根据LI等[28], 干岩石模量比与孔隙度的关系为:
$\frac{{{K}_{d}}}{{{\mu }_{d}}}=\frac{{{K}_{m}}}{{{\mu }_{m}}}\frac{{{\left( 1-\varphi \right)}^{a}}}{1+\frac{b}{a}\frac{{{K}_{m}}}{{{\mu }_{m}}}-\frac{b}{a}\frac{{{K}_{m}}}{{{\mu }_{m}}}{{\left( 1-\varphi \right)}^{a}}}$ | (10) |
式中:a, b分别为截距和梯度, 满足P-Q=a+bKd/μd。
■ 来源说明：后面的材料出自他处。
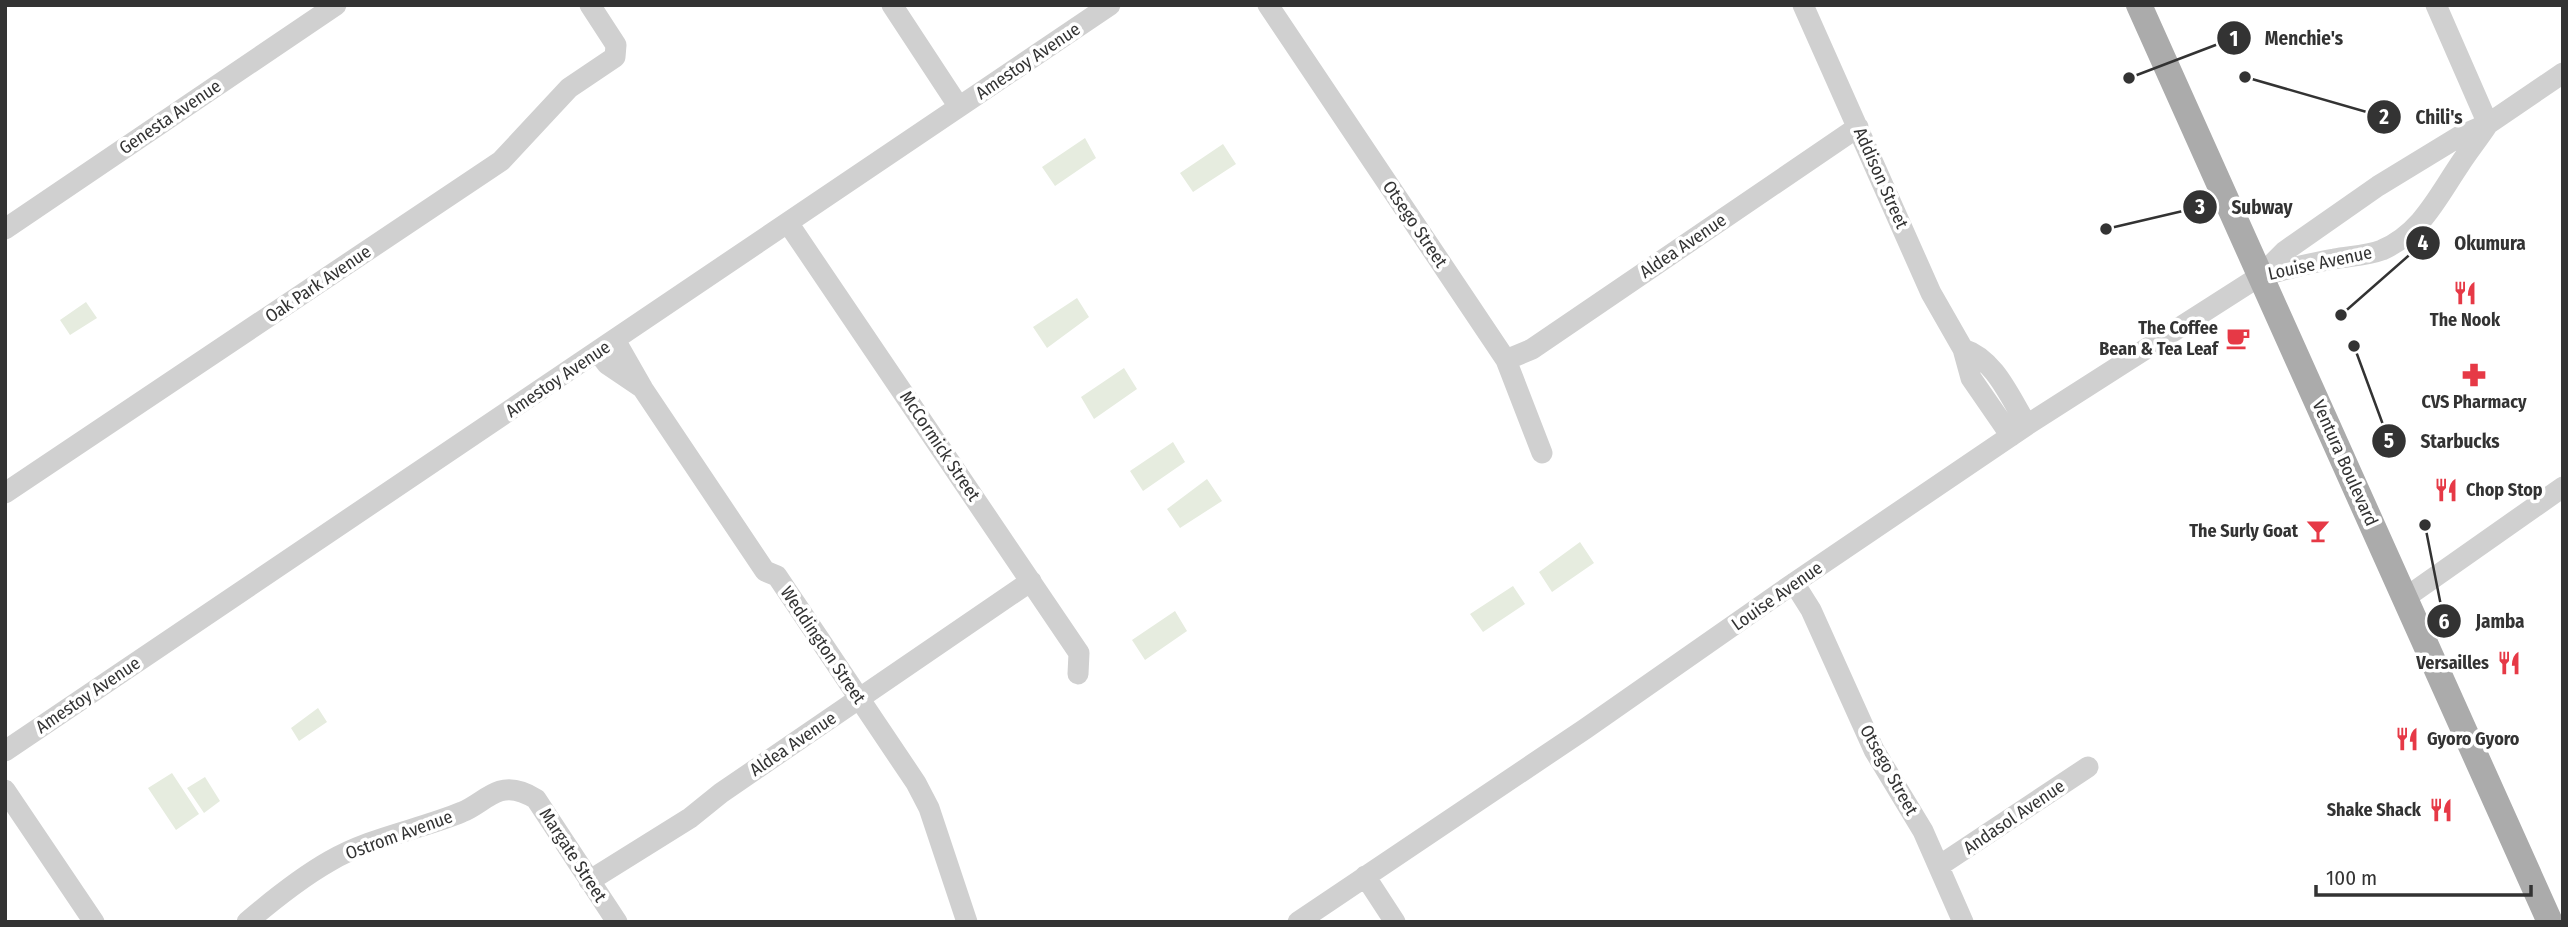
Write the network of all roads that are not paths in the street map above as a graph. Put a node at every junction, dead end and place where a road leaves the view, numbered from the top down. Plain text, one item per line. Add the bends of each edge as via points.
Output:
1 (336, 5) edge
2 (590, 5) edge
3 (892, 5) edge
4 (1110, 5) edge
5 (1268, 5) edge
6 (1803, 5) edge
7 (2139, 5) edge
8 (2436, 5) edge
9 (2563, 73) edge
10 (959, 107) junction
11 (2488, 124) junction
12 (1858, 127) junction
13 (788, 223) junction
14 (5, 229) edge
15 (2259, 276) junction
16 (607, 346) junction
17 (1506, 360) junction
18 (2019, 430) junction
19 (1542, 453) dead end
20 (2563, 488) edge
21 (5, 493) edge
22 (1031, 581) junction
23 (1794, 583) junction
24 (2405, 597) junction
25 (1079, 674) dead end
26 (859, 699) junction
27 (5, 751) edge
28 (2088, 767) dead end
29 (5, 790) edge
30 (525, 792) joint
31 (1939, 866) junction
32 (1365, 876) junction
33 (589, 881) junction
34 (94, 922) edge
35 (247, 922) edge
36 (617, 922) edge
37 (967, 922) edge
38 (1298, 922) edge
39 (1395, 922) edge
40 (1963, 922) edge
41 (2550, 922) edge

1 - 14 street, Genesta Avenue
2 - 21 street, Oak Park Avenue via 616,45 615,57 569,89 501,161
3 - 10 street
4 - 10 street, Amestoy Avenue
5 - 17 street, Otsego Street
6 - 12 street, Addison Street
7 - 15 main road, Ventura Boulevard
8 - 11 street
9 - 11 street, Louise Avenue
10 - 13 street, Amestoy Avenue
11 - 15 street, Louise Avenue via 2378,186 2285,251
11 - 15 street, Louise Avenue via 2429,213 2396,242 2360,256
12 - 17 street, Aldea Avenue via 1532,349
12 - 18 street, Addison Street via 1931,293 1963,349 1975,353 1991,369
13 - 16 street, Amestoy Avenue
13 - 22 street, McCormick Street
15 - 18 street, Louise Avenue
15 - 24 main road, Ventura Boulevard
16 - 26 street, Weddington Street via 643,388 765,571 777,576
16 - 27 street, Amestoy Avenue
17 - 19 street, Otsego Street
18 - 23 street, Louise Avenue
20 - 24 street
22 - 25 street, McCormick Street via 1079,653
22 - 26 street, Aldea Avenue
23 - 31 street, Otsego Street via 1811,610 1874,750 1913,812
23 - 32 street, Louise Avenue
24 - 41 main road, Ventura Boulevard
26 - 33 street, Aldea Avenue via 690,818
26 - 37 street, Weddington Street via 929,808
28 - 31 street, Andasol Avenue
29 - 34 street
30 - 33 street, Margate Street via 544,810
30 - 35 street, Ostrom Avenue via 498,792 466,811 333,859 290,886
31 - 40 street, Otsego Street
32 - 38 street, Louise Avenue
32 - 39 street
33 - 36 street, Margate Street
在φ=0处对(10)式进行泰勒展开, 取其一阶近似, 有:
$\frac{{{K}_{d}}}{{{\mu }_{d}}}=m\varphi +n$ | (11) |
式中:m=-(Km/μm)[a+b(Km/μm)]为(10)式在φ=0处泰勒展开式的一阶系数, 与孔隙形状和岩石基质模量比有关; n=Km/μm; φ为孔隙度。以石英作为岩石基质, 体积模量为37GPa, 剪切模量为45GPa, 计算不同孔隙度与孔隙纵横比下干岩石模量比及其一阶近似值, 如表 1所示。孔隙纵横比较大时, 干岩石模量比与其近似值在较大孔隙度范围内吻合良好; 孔隙纵横比较小时, 其吻合程度在较小孔隙度范围内较好。对于实际地层来说, 对(11)式取一阶近似可以比较合理地描述干岩石模量比与孔隙度的关系。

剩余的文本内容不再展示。